Legend of Santa Claus
Like many internationally famous individuals, Santa reached his greatest prominence far from the borders of his original hometown. He started in what is today the Middle East nation of Turkey as Saint Nicholas, archbishop of Myra. How he ended up at the North Pole as jolly old St. Nick is lost to the dry pages of history yet unwritten and likely unknown. But let it suffice to be say that the red suited one had to travel about as far as any person in history before he settled into his final career.
Little is actually known about the historical Saint Nicholas, but the legends that surround him provide the template for the character we now know as Santa Claus.
What we do know is this: he was born around the year 245 A.D. to wealthy parents. He devoted his life to the church, eventually becoming the archbishop of Myra. He was tortured for his beliefs until Emperor Constantine changed the official religion of the Roman Empire to Christianity. And he died on December 6, sometime around 350 A.D. The Catholic Church has set aside that date as a feast day in his honor.
But even much of this information is suspect. The main source is a biography that was written by a monk some five centuries after he died.
More important then the facts, though, are the legends that have grown up around him. Most of these are the run of the mill saintly miracles -- such as him calming a particularly nasty storm. But there is also a saintly tale of Saint Nicholas resurrecting three boys who had been murdered and then pickled. (Let's hope the killer went through the trouble of pickling in order to hide his crime and not to keep them fresh for winter consumption).
Still, there are several stories that exist that show Saint Nicholas performing acts that we now come to associate with the lovable figure of Santa Claus. One of the most interesting of these tells of his convincing a group of thieves to return their stolen goods -- thus causing him to become the patron saint of thieves (not patron saint in that he helps them rob but, rather, in that he helps them repent). This seems fitting considering Santa Claus, who sneaks into our houses in the wee hours of Christmas morning and leaves us presents, is a sort of anti-thief, undoing the deeds of those nefarious people Saint Nicholas is said to look after.
The most famous tale, though, recounts the story of a once wealthy businessman, who, having lost his fortune, decided to sell his three daughters into prostitution to raise some money. Hearing of this, Saint Nicholas went to the man's house at night and threw three bags of coins into the man's window, one for each of the daughter's dowries. The young women were thus able to find good husbands and avoid the degrading lifestyle to which they seemed destined.

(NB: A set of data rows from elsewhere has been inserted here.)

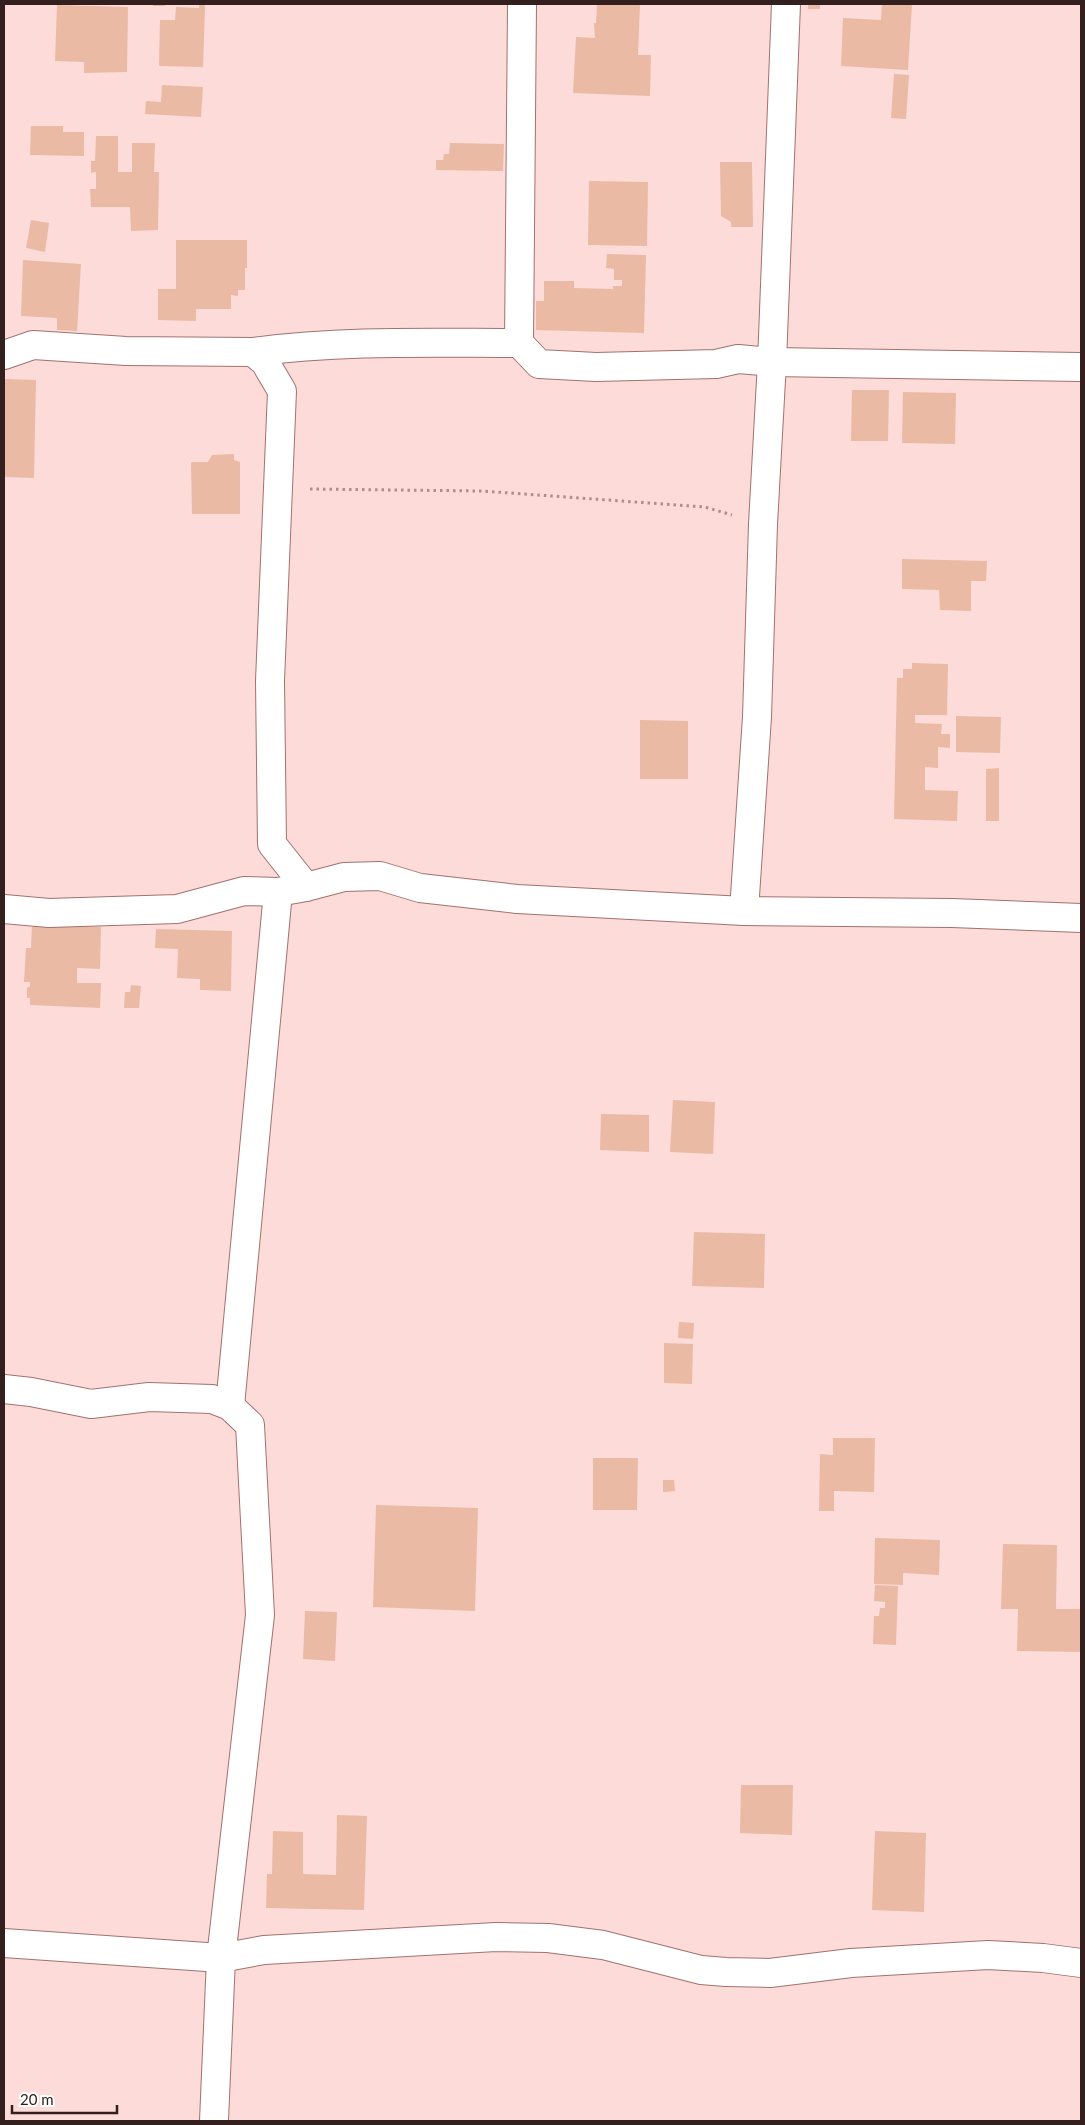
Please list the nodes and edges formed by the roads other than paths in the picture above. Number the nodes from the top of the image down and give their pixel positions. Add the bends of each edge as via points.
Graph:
1 (522, 4) edge
2 (786, 4) edge
3 (519, 343) junction
4 (253, 352) junction
5 (4, 355) edge
6 (772, 362) junction
7 (1081, 367) edge
8 (306, 887) junction
9 (278, 892) junction
10 (4, 909) edge
11 (744, 911) junction
12 (1081, 918) edge
13 (4, 1389) edge
14 (230, 1406) junction
15 (4, 1943) edge
16 (221, 1958) junction
17 (1081, 1963) edge
18 (214, 2121) edge

1 - 3 street
2 - 6 street
3 - 4 street via 363,343
3 - 6 street via 539,364 716,364 738,359
4 - 5 street via 126,351 33,345
4 - 8 street via 265,362 282,391 270,681 272,844
6 - 7 street
6 - 11 street via 763,524 758,717
8 - 9 street
8 - 11 street via 344,877 380,876 420,888 517,899
9 - 10 street via 244,891 177,909 49,913
9 - 14 street
11 - 12 street
13 - 14 street via 91,1404 149,1397 212,1399
14 - 16 street via 250,1425 260,1615
15 - 16 street
16 - 17 street via 264,1950 496,1937 548,1938 602,1945 701,1970 726,1972 770,1973 851,1963 988,1955
16 - 18 street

Cementing the connection to the modern day Santa Claus, some versions of this story have Saint Nicholas arriving with the third daughter's gift bag but, finding the window shut, was forced to drop her coins down the chimney and into a stocking hanging on the mantle to dry. This not only seems physically unlikely, but so absurdly similar to today's popular Christmas traditions that it sounds almost certainly false.
The legend of Santa Claus grows with time. Whether your own belief is that he is real or that he remains a growing figure of modern mythology, there is no doubt that Santa Claus impacts society with each passing season. His name is associated with both good and evil. As are so many honored names of legend.